Continuing the government crackdown on cyberscam artists and drug traffickers, the U.S. Federal Trade Commission (FTC) announced Wednesday that it has reached settlements with three Internet companies that were falsely advertising cures for everything from AIDS to cancer.
“The promotions for these supplements as ‘miracle’ cures are really reprehensible because they target people who have very serious, if not life-threatening, health conditions,” said Jodie Bernstein, Director of the FTC’s Bureau of Consumer Protection. “At a time when many health-conscious consumers are using the Web as a source of information, it’s important to remember that claims must be truthful to meet legal standards, whether they’re in the daily paper, on TV, or on the Internet.”
The proposed settlements are open to public comments until May 5th, at which time the FTC will vote on whether to make them final.
Modern Day Snake Oil Salesmen
Hucksters have long preyed upon the fears of sick citizens by offering miracle cures, but the Internet has made it even easier for modern day snake oil salesmen to peddle their wares. The FTC says that in the latest cases, the cyber-scammers used metatags, hyperlinks, and mouseovers to deceive customers.
Natural Heritage Enterprises, based in Crestone, Colorado, was selling Essiac Tea — a mixture of burdock root, sheep sorrel, rhubarb root, and slippery elm bark. The company claimed the concoction would cure cancer, diabetes, AIDS and feline leukemia.
The other two companies, Sarasota, Florida-based CMO Distribution Centers of America, and EHP Products, out of Ashland, Kentucky, were selling cetylmyristoleate (CMO) and claiming that the product could treat diseases such as cancer, hepatitis C, eczema, and sinus drainage.
In addition to claiming that their products had been touted in medical journals and were accepted by the medical community, the companies used high-tech methods to deceive customers.
Metatags loaded with such buzz words as “cancer cure” were used to deceive people who were searching for medical information.

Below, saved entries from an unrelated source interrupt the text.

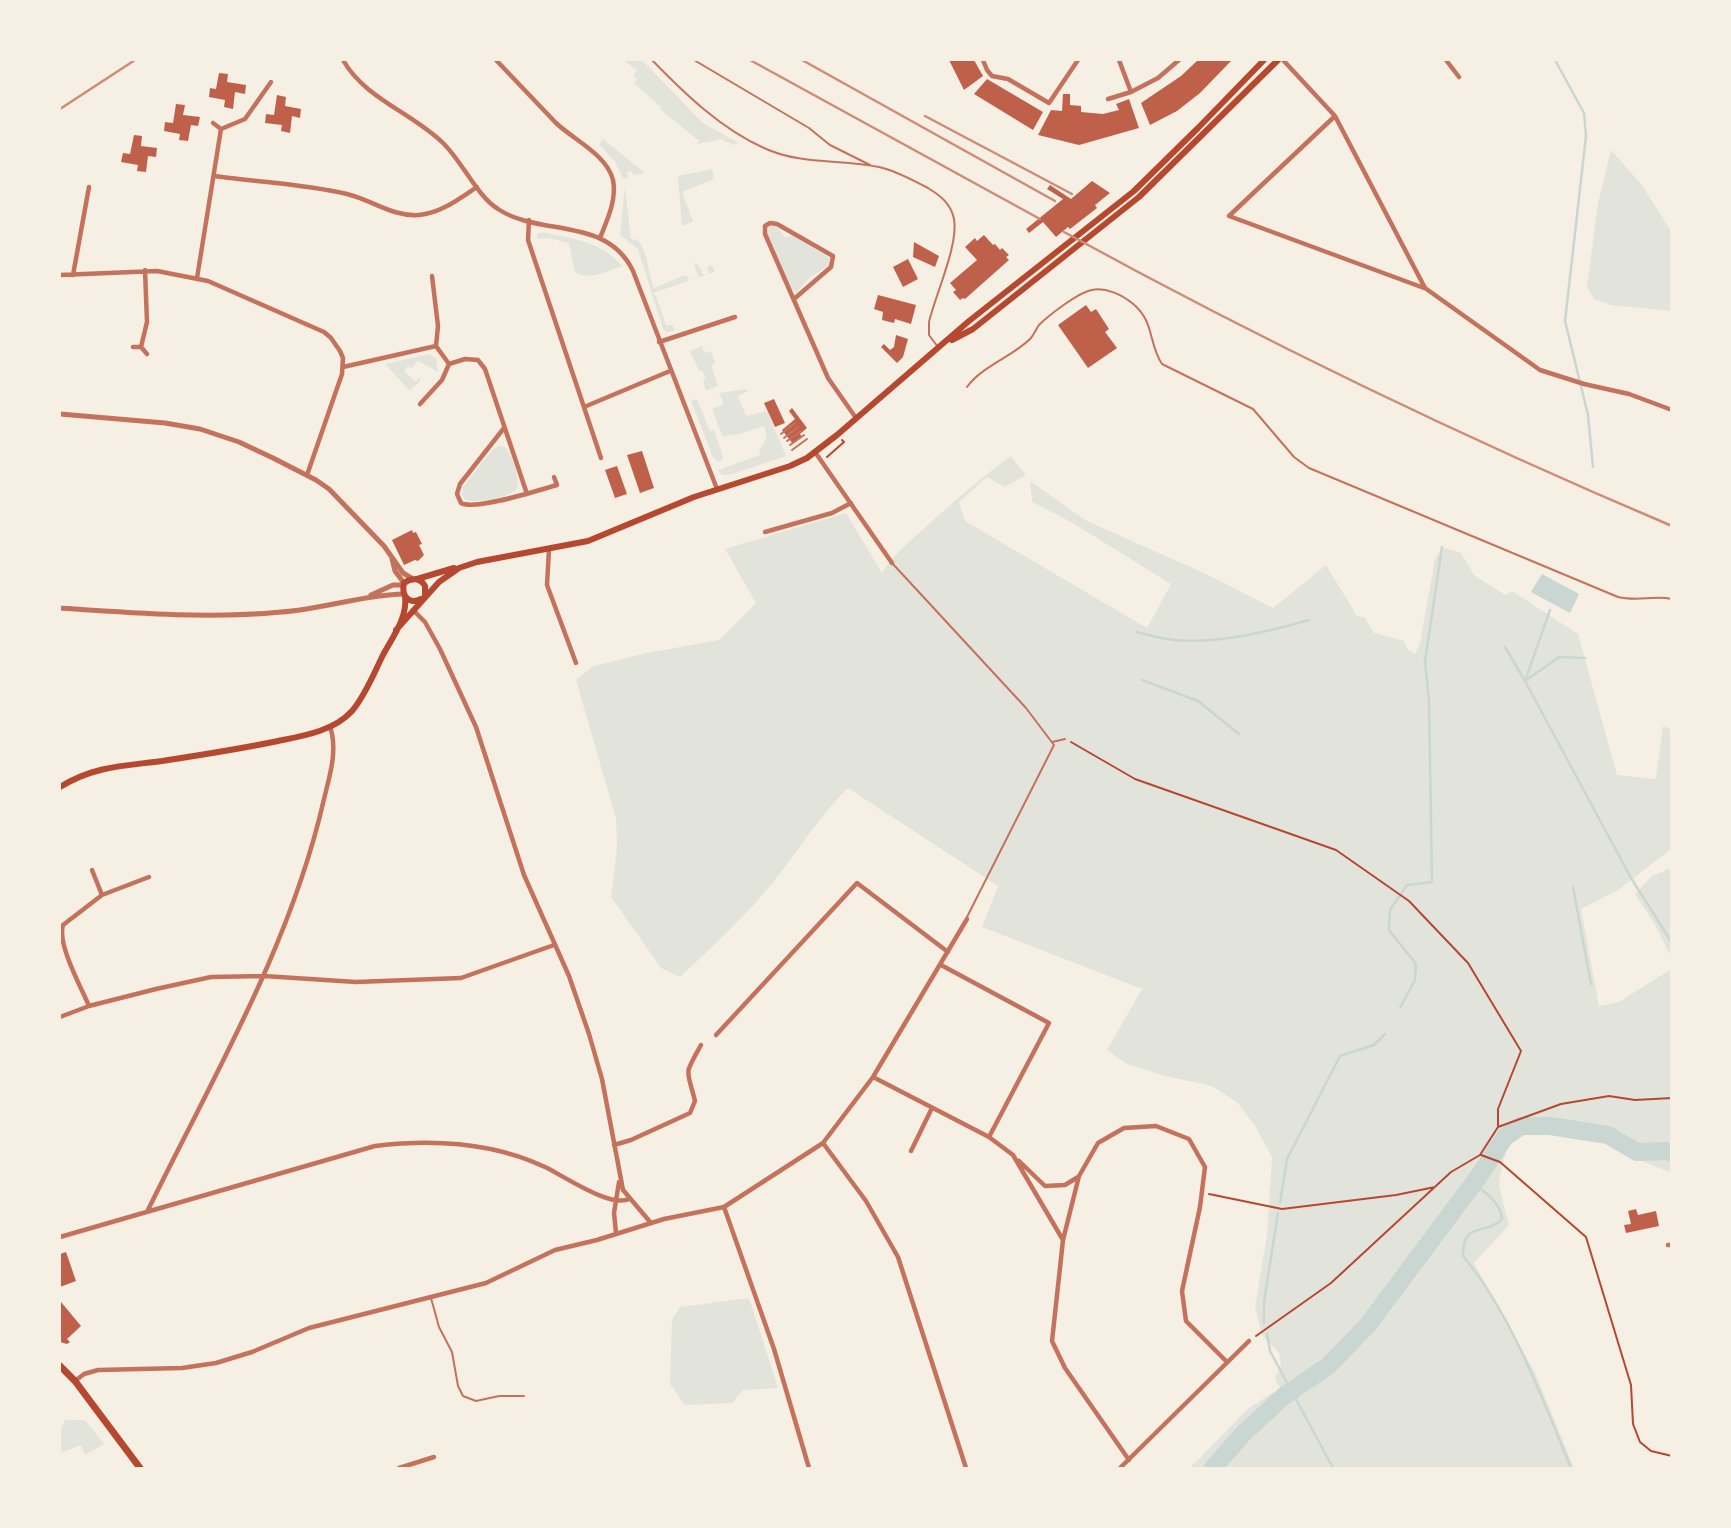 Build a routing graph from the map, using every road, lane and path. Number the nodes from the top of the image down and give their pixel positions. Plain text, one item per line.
1 (343, 60) edge
2 (496, 60) edge
3 (652, 60) edge
4 (694, 60) edge
5 (983, 60) edge
6 (1078, 60) edge
7 (1119, 60) edge
8 (1179, 60) edge
9 (1264, 60) edge
10 (1281, 60) edge
11 (1446, 60) edge
12 (1459, 77) dead end
13 (271, 82) dead end
14 (1131, 92) junction
15 (1108, 99) dead end
16 (1335, 116) junction
17 (212, 123) dead end
18 (221, 129) junction
19 (871, 166) junction
20 (214, 176) junction
21 (89, 187) dead end
22 (477, 187) junction
23 (529, 220) junction
24 (600, 238) junction
25 (145, 270) junction
26 (60, 275) edge
27 (73, 275) junction
28 (432, 276) dead end
29 (197, 278) junction
30 (1425, 288) junction
31 (794, 299) junction
32 (735, 317) dead end
33 (659, 342) junction
34 (436, 346) junction
35 (133, 347) dead end
36 (141, 347) junction
37 (938, 348) junction
38 (147, 354) dead end
39 (449, 364) junction
40 (343, 367) junction
41 (670, 371) junction
42 (967, 387) dead end
43 (420, 404) dead end
44 (584, 407) junction
45 (1671, 410) edge
46 (60, 414) edge
47 (856, 418) junction
48 (795, 423) dead end
49 (798, 427) dead end
50 (505, 428) junction
51 (801, 431) dead end
52 (781, 434) dead end
53 (804, 435) dead end
54 (785, 438) dead end
55 (807, 439) dead end
56 (842, 441) dead end
57 (787, 442) dead end
58 (790, 445) dead end
59 (792, 450) dead end
60 (816, 452) junction
61 (601, 457) dead end
62 (830, 462) dead end
63 (307, 475) junction
64 (554, 477) dead end
65 (716, 489) junction
66 (527, 494) junction
67 (851, 503) junction
68 (765, 532) dead end
69 (549, 549) junction
70 (392, 556) junction
71 (892, 563) joint
72 (459, 568) junction
73 (415, 579) junction
74 (403, 584) junction
75 (405, 595) junction
76 (369, 596) junction
77 (423, 598) junction
78 (1671, 598) edge
79 (60, 608) edge
80 (413, 609) junction
81 (396, 630) junction
82 (576, 663) dead end
83 (330, 726) junction
84 (1065, 739) joint
85 (1051, 742) junction
86 (60, 787) edge
87 (92, 870) dead end
88 (149, 877) dead end
89 (102, 895) junction
90 (967, 919) joint
91 (61, 925) edge
92 (554, 945) junction
93 (948, 952) junction
94 (941, 965) junction
95 (264, 976) junction
96 (89, 1006) junction
97 (60, 1017) edge
98 (716, 1035) dead end
99 (701, 1045) dead end
100 (873, 1077) junction
101 (1671, 1098) edge
102 (932, 1108) junction
103 (1497, 1127) junction
104 (989, 1137) junction
105 (822, 1143) junction
106 (614, 1145) junction
107 (911, 1151) dead end
108 (1013, 1155) junction
109 (1480, 1155) junction
110 (619, 1171) junction
111 (1079, 1176) junction
112 (1436, 1187) junction
113 (1202, 1192) junction
114 (629, 1199) junction
115 (616, 1200) junction
116 (724, 1207) junction
117 (148, 1210) junction
118 (651, 1223) junction
119 (616, 1233) junction
120 (60, 1237) edge
121 (1063, 1240) junction
122 (431, 1297) junction
123 (1249, 1340) joint
124 (1227, 1362) junction
125 (60, 1366) edge
126 (75, 1381) junction
127 (524, 1396) dead end
128 (1671, 1455) edge
129 (434, 1457) dead end
130 (1129, 1460) junction
131 (140, 1468) edge
132 (399, 1468) edge
133 (809, 1468) edge
134 (966, 1468) edge
135 (1120, 1468) edge

1 - 22 street
2 - 24 street
3 - 19 lane
4 - 19 lane
5 - 6 street
7 - 14 street
8 - 14 street
9 - 37 main road
10 - 16 street
10 - 37 main road
11 - 12 street
13 - 18 street
14 - 15 street
16 - 30 street
16 - 30 street
17 - 18 street
18 - 20 street
19 - 37 lane
20 - 22 street
20 - 29 street
21 - 27 street
22 - 23 street
23 - 24 street
23 - 44 street
24 - 33 street
25 - 27 street
25 - 29 street
25 - 36 street
26 - 27 street
28 - 34 street
29 - 40 street
30 - 45 street
31 - 31 street
31 - 47 street
32 - 33 street
33 - 41 street
34 - 39 street
34 - 40 street
35 - 36 street
36 - 38 street
37 - 47 main road
39 - 43 street
39 - 50 street
40 - 63 street
41 - 44 street
41 - 65 street
42 - 78 lane
44 - 61 street
46 - 63 street
47 - 60 main road
48 - 52 lane
49 - 54 lane
50 - 66 street
50 - 66 street
51 - 57 lane
53 - 58 lane
55 - 59 lane
56 - 62 path
60 - 65 main road
60 - 67 street
63 - 70 street
64 - 66 street
65 - 69 main road
67 - 68 street
67 - 71 street
69 - 72 main road
69 - 82 street
70 - 73 street
70 - 74 street
71 - 85 lane
72 - 73 main road
72 - 77 main road
73 - 74 main road
73 - 77 main road
74 - 75 main road
74 - 76 street
75 - 76 street
75 - 77 main road
75 - 81 main road
76 - 79 street
77 - 80 main road
80 - 81 main road
80 - 92 street
81 - 83 main road
83 - 86 main road
83 - 95 street
84 - 85 lane
84 - 103 path
85 - 90 lane
87 - 89 street
88 - 89 street
89 - 91 street
90 - 93 street
91 - 96 street
92 - 95 street
92 - 106 street
93 - 94 street
93 - 98 street
94 - 100 street
94 - 104 street
95 - 96 street
95 - 117 street
96 - 97 street
99 - 106 street
100 - 102 street
100 - 105 street
101 - 103 path
102 - 104 street
102 - 107 street
103 - 109 path
104 - 108 street
105 - 116 street
105 - 134 street
106 - 110 street
108 - 111 street
108 - 121 street
109 - 112 path
109 - 128 path
110 - 114 street
110 - 115 street
111 - 113 street
111 - 121 street
112 - 113 path
112 - 123 path
113 - 124 street
114 - 115 street
114 - 118 street
115 - 117 street
115 - 119 street
116 - 118 street
116 - 133 street
117 - 120 street
118 - 119 street
119 - 122 street
121 - 130 street
122 - 126 street
122 - 127 lane
123 - 124 street
124 - 130 street
125 - 126 main road
126 - 131 main road
129 - 132 street
130 - 135 street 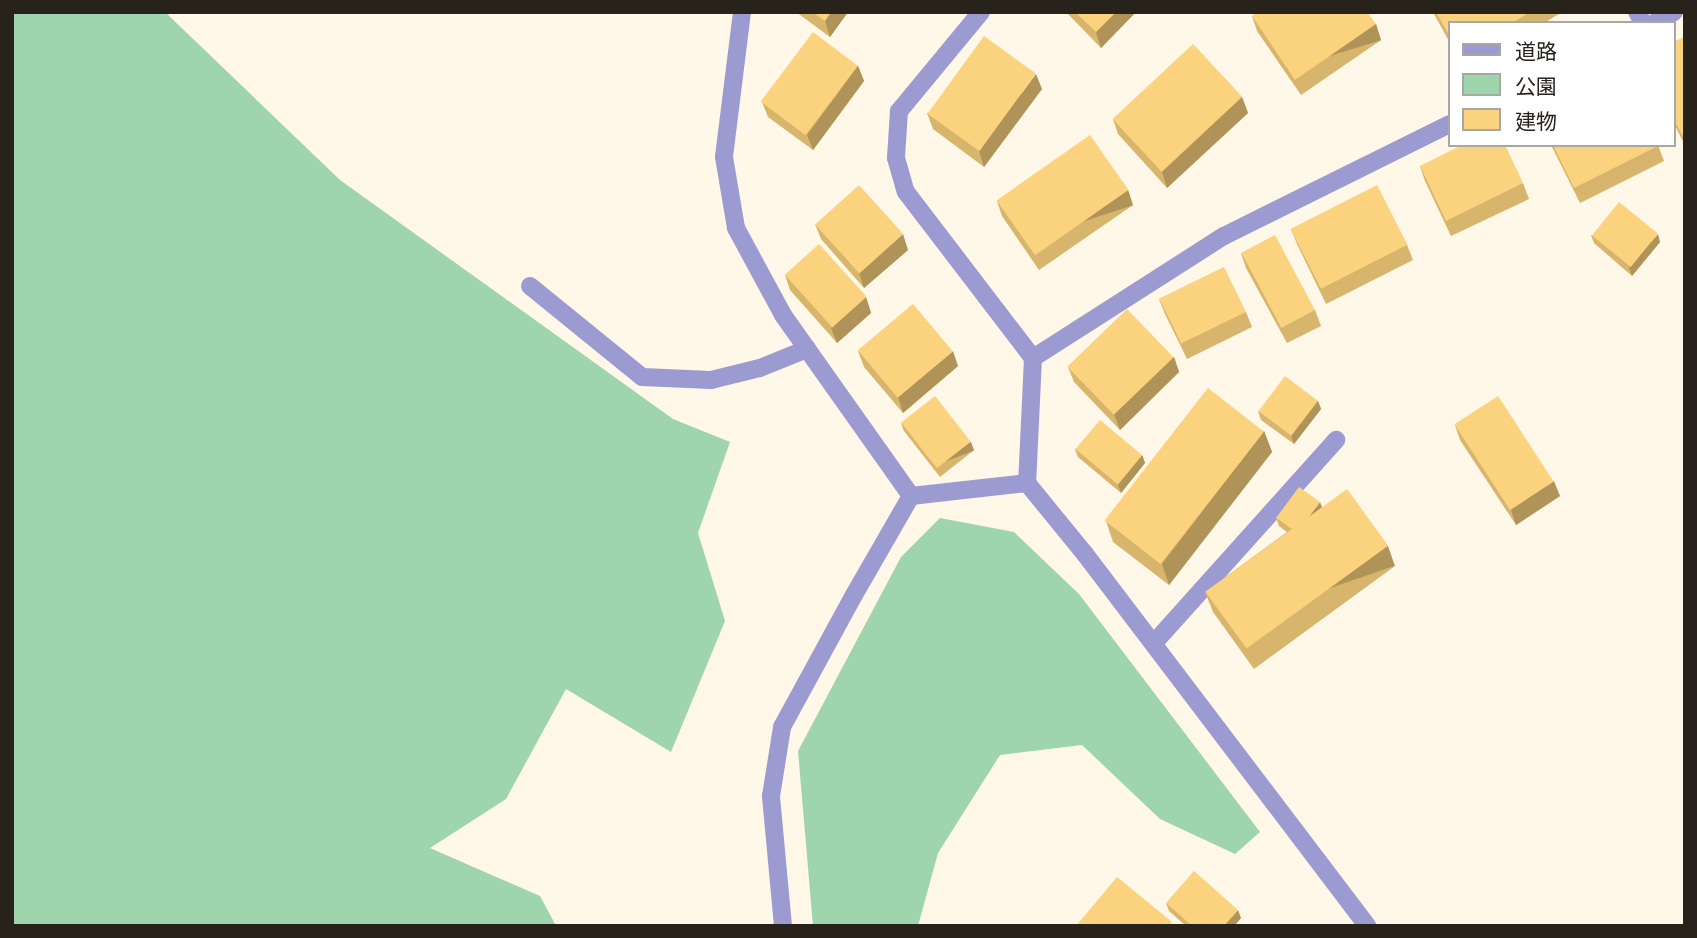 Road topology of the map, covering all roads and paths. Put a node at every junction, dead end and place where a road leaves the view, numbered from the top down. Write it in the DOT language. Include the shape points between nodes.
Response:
graph roads {
  1 [pos="742,12"];
  2 [pos="981,12"];
  3 [pos="1674,12"];
  4 [pos="1658,21"];
  5 [pos="1448,125"];
  6 [pos="530,286"];
  7 [pos="807,349"];
  8 [pos="1033,358"];
  9 [pos="1336,440"];
  10 [pos="1027,483"];
  11 [pos="911,496"];
  12 [pos="1154,643"];
  13 [pos="783,926"];
  14 [pos="1367,926"];
  1 -- 7 [label="street" via="724,157 736,228"];
  2 -- 8 [label="street" via="899,111 896,158 906,192"];
  3 -- 4 [label="street"];
  5 -- 8 [label="street" via="1224,236"];
  6 -- 7 [label="street" via="642,377 711,380 761,368"];
  7 -- 11 [label="street"];
  8 -- 10 [label="street"];
  9 -- 12 [label="street"];
  10 -- 11 [label="street"];
  10 -- 12 [label="street"];
  11 -- 13 [label="street" via="782,727 771,796"];
  12 -- 14 [label="street"];
}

Hyperlinks were set up to dummy sites that supposedly authenticated the medical claims made by the hucksters, and one company, Natural Heritage Enterprises, used mouseover text to make false claims.
The settlements announced today are the result of “Operation Cure-All,” an ongoing federal and state law enforcement and consumer education campaign targeting bogus health claims on the Internet. Last year, the FTC announced that an Internet sweep had identified more than 400 Web sites making questionable claims about products used to treat serious diseases.
“The Food and Drug Administration also is deeply concerned about the public health implications of the Internet sales of unapproved drugs where sellers can bypass the public health safeguards set in place by the Congress, the States, and FDA,” said John M. Taylor, Senior Advisor for Regulatory Policy, Office of Regulatory Affairs.
Under the proposed agreement, the government will not be fining the three companies involved. Instead, CMO Distribution and EHP will have to offer full refunds to individual customers and notify their distributors of the settlements. Natural Heritage Enterprises will have to pay $17,500 (US$) in consumer redress and send notices to all consumers who purchased the Essiac Tea Products advising them that Essiac Tea has not been demonstrated to be an effective remedy in fighting cancer or any other disease.
In addition, if the agreement is concluded, it will prohibit the companies from making unsubstantiated representations about the performance, safety, efficacy or health benefits of their products or any other food, dietary supplement or drug.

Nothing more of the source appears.